HOW TO COMPLETE THIS TASK: The answer is every line of the records that holds the word "White", copied in full.

• • •

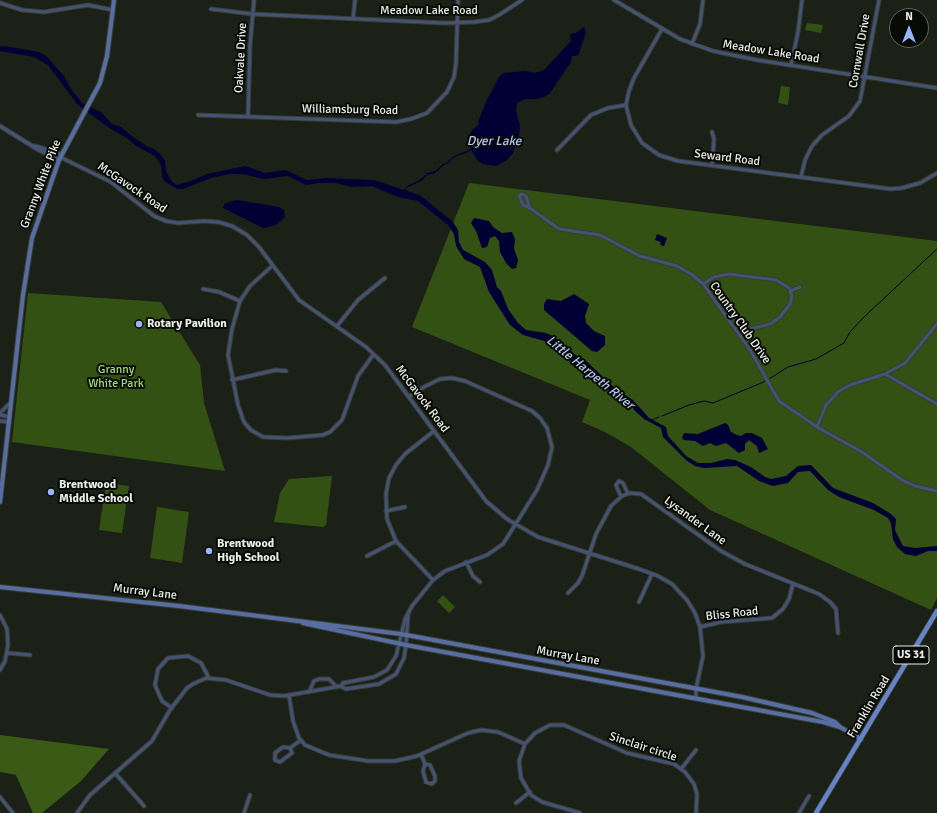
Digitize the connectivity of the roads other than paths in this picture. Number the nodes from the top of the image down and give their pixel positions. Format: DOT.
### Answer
graph roads {
  1 [pos="114,0"];
  2 [pos="254,0"];
  3 [pos="355,0"];
  4 [pos="458,0"];
  5 [pos="522,0"];
  6 [pos="614,0"];
  7 [pos="703,0"];
  8 [pos="802,0"];
  9 [pos="879,0"];
  10 [pos="0,2"];
  11 [pos="211,9"];
  12 [pos="113,10"];
  13 [pos="252,14"];
  14 [pos="353,19"];
  15 [pos="457,22"];
  16 [pos="662,28"];
  17 [pos="692,44"];
  18 [pos="791,65"];
  19 [pos="866,76"];
  20 [pos="937,88"];
  21 [pos="626,105"];
  22 [pos="198,115"];
  23 [pos="248,116"];
  24 [pos="0,126"];
  25 [pos="712,132"];
  26 [pos="557,150"];
  27 [pos="60,157"];
  28 [pos="712,165"];
  29 [pos="937,173"];
  30 [pos="801,177"];
  31 [pos="530,208"];
  32 [pos="272,266"];
  33 [pos="385,278"];
  34 [pos="703,284"];
  35 [pos="800,287"];
  36 [pos="203,289"];
  37 [pos="790,291"];
  38 [pos="240,301"];
  39 [pos="937,324"];
  40 [pos="337,326"];
  41 [pos="740,336"];
  42 [pos="373,355"];
  43 [pos="286,371"];
  44 [pos="885,374"];
  45 [pos="232,380"];
  46 [pos="410,396"];
  47 [pos="12,401"];
  48 [pos="937,404"];
  49 [pos="0,414"];
  50 [pos="10,417"];
  51 [pos="0,421"];
  52 [pos="9,422"];
  53 [pos="817,427"];
  54 [pos="434,431"];
  55 [pos="937,491"];
  56 [pos="628,494"];
  57 [pos="621,497"];
  58 [pos="0,502"];
  59 [pos="405,508"];
  60 [pos="386,510"];
  61 [pos="517,524"];
  62 [pos="396,541"];
  63 [pos="590,553"];
  64 [pos="367,556"];
  65 [pos="466,562"];
  66 [pos="652,574"];
  67 [pos="433,580"];
  68 [pos="480,582"];
  69 [pos="793,584"];
  70 [pos="0,587"];
  71 [pos="568,593"];
  72 [pos="639,602"];
  73 [pos="936,612"];
  74 [pos="0,615"];
  75 [pos="408,615"];
  76 [pos="287,620"];
  77 [pos="700,627"];
  78 [pos="838,633"];
  79 [pos="402,634"];
  80 [pos="407,636"];
  81 [pos="399,644"];
  82 [pos="406,645"];
  83 [pos="7,653"];
  84 [pos="30,655"];
  85 [pos="0,670"];
  86 [pos="209,678"];
  87 [pos="339,686"];
  88 [pos="696,689"];
  89 [pos="309,692"];
  90 [pos="290,695"];
  91 [pos="696,698"];
  92 [pos="172,708"];
  93 [pos="840,727"];
  94 [pos="861,739"];
  95 [pos="301,740"];
  96 [pos="525,744"];
  97 [pos="290,748"];
  98 [pos="696,750"];
  99 [pos="421,754"];
  100 [pos="425,764"];
  101 [pos="681,769"];
  102 [pos="115,773"];
  103 [pos="530,792"];
  104 [pos="250,795"];
  105 [pos="809,796"];
  106 [pos="0,797"];
  107 [pos="516,803"];
  108 [pos="144,806"];
  109 [pos="13,813"];
  110 [pos="76,813"];
  111 [pos="244,813"];
  112 [pos="580,813"];
  113 [pos="696,813"];
  114 [pos="799,813"];
  115 [pos="816,813"];
  1 -- 12 [label="main road, Granny White Pike"];
  2 -- 13 [label="street, Oakvale Drive"];
  3 -- 14 [label="street"];
  4 -- 15 [label="street, Williamsburg Road"];
  5 -- 15 [label="street, Meadow Lake Road"];
  6 -- 16 [label="street, Meadow Lake Road"];
  7 -- 17 [label="street"];
  8 -- 18 [label="street"];
  9 -- 19 [label="street, Cornwall Drive"];
  10 -- 12 [label="street"];
  11 -- 13 [label="street, Meadow Lake Road"];
  12 -- 27 [label="main road, Granny White Pike"];
  13 -- 14 [label="street, Meadow Lake Road"];
  13 -- 23 [label="street, Oakvale Drive"];
  14 -- 15 [label="street, Meadow Lake Road"];
  15 -- 23 [label="street, Williamsburg Road"];
  16 -- 17 [label="street, Meadow Lake Road"];
  16 -- 21 [label="street, Seward Road"];
  17 -- 18 [label="street, Meadow Lake Road"];
  18 -- 19 [label="street, Meadow Lake Road"];
  19 -- 20 [label="street, Meadow Lake Road"];
  19 -- 30 [label="street, Cornwall Drive"];
  21 -- 26 [label="street"];
  21 -- 28 [label="street, Seward Road"];
  22 -- 23 [label="street, Williamsburg Road"];
  24 -- 27 [label="street"];
  25 -- 28 [label="street"];
  27 -- 32 [label="street, McGavock Road"];
  27 -- 47 [label="main road, Granny White Pike"];
  28 -- 30 [label="street, Seward Road"];
  29 -- 30 [label="street, Seward Road"];
  31 -- 31 [label="street, Country Club Drive"];
  31 -- 34 [label="street, Country Club Drive"];
  32 -- 38 [label="street"];
  32 -- 40 [label="street, McGavock Road"];
  33 -- 40 [label="street"];
  34 -- 37 [label="street"];
  34 -- 41 [label="street, Country Club Drive"];
  35 -- 37 [label="street"];
  36 -- 38 [label="street"];
  37 -- 41 [label="street"];
  38 -- 45 [label="street"];
  39 -- 44 [label="street"];
  40 -- 42 [label="street, McGavock Road"];
  41 -- 53 [label="street, Country Club Drive"];
  42 -- 45 [label="street"];
  42 -- 46 [label="street, McGavock Road"];
  43 -- 45 [label="street"];
  44 -- 48 [label="street"];
  44 -- 53 [label="street"];
  46 -- 54 [label="street, McGavock Road"];
  46 -- 61 [label="street"];
  47 -- 49 [label="street"];
  47 -- 50 [label="main road, Granny White Pike"];
  49 -- 50 [label="street"];
  50 -- 52 [label="main road, Granny White Pike"];
  51 -- 52 [label="street"];
  52 -- 58 [label="main road, Granny White Pike"];
  53 -- 55 [label="street, Country Club Drive"];
  54 -- 60 [label="street"];
  54 -- 61 [label="street, McGavock Road"];
  56 -- 57 [label="street"];
  56 -- 57 [label="street"];
  56 -- 69 [label="street, Lysander Lane"];
  57 -- 63 [label="street"];
  59 -- 60 [label="street"];
  60 -- 62 [label="street"];
  61 -- 63 [label="street, McGavock Road"];
  61 -- 65 [label="street"];
  62 -- 64 [label="street"];
  62 -- 67 [label="street"];
  63 -- 66 [label="street, McGavock Road"];
  63 -- 71 [label="street"];
  65 -- 67 [label="street"];
  65 -- 68 [label="street"];
  66 -- 72 [label="street"];
  66 -- 77 [label="street, McGavock Road"];
  67 -- 75 [label="street"];
  69 -- 77 [label="street, Bliss Road"];
  69 -- 78 [label="street, Lysander Lane"];
  70 -- 76 [label="main road, Murray Lane"];
  73 -- 94 [label="main road, Franklin Road / US 31"];
  74 -- 83 [label="street"];
  75 -- 79 [label="street"];
  75 -- 80 [label="street"];
  76 -- 79 [label="main road, Murray Lane"];
  76 -- 81 [label="main road, Murray Lane"];
  77 -- 88 [label="street, McGavock Road"];
  79 -- 80 [label="main road, Murray Lane"];
  79 -- 81 [label="street"];
  80 -- 82 [label="street"];
  80 -- 88 [label="main road, Murray Lane"];
  81 -- 82 [label="main road, Murray Lane"];
  81 -- 87 [label="street"];
  82 -- 87 [label="street"];
  82 -- 91 [label="main road, Murray Lane"];
  83 -- 84 [label="street"];
  83 -- 85 [label="street"];
  86 -- 90 [label="street"];
  86 -- 92 [label="street"];
  86 -- 92 [label="street"];
  87 -- 89 [label="street"];
  87 -- 89 [label="street"];
  88 -- 91 [label="street, McGavock Road"];
  88 -- 93 [label="main road, Murray Lane"];
  89 -- 90 [label="street"];
  90 -- 95 [label="street"];
  91 -- 93 [label="main road, Murray Lane"];
  92 -- 102 [label="street"];
  93 -- 94 [label="main road, Murray Lane"];
  94 -- 115 [label="main road, Franklin Road / US 31"];
  95 -- 97 [label="street"];
  95 -- 99 [label="street"];
  96 -- 99 [label="street"];
  96 -- 101 [label="street, Sinclair circle"];
  96 -- 103 [label="street, Sinclair circle"];
  97 -- 97 [label="street"];
  98 -- 101 [label="street"];
  99 -- 100 [label="street"];
  100 -- 100 [label="street"];
  101 -- 113 [label="street, Sinclair circle"];
  102 -- 108 [label="street"];
  102 -- 110 [label="street"];
  103 -- 107 [label="street"];
  103 -- 112 [label="street, Sinclair circle"];
  104 -- 111 [label="street"];
  105 -- 114 [label="street"];
  106 -- 109 [label="street"];
}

• • •

FINISHED EXERCISE:
  1 -- 12 [label="main road, Granny White Pike"];
  12 -- 27 [label="main road, Granny White Pike"];
  27 -- 47 [label="main road, Granny White Pike"];
  47 -- 50 [label="main road, Granny White Pike"];
  50 -- 52 [label="main road, Granny White Pike"];
  52 -- 58 [label="main road, Granny White Pike"];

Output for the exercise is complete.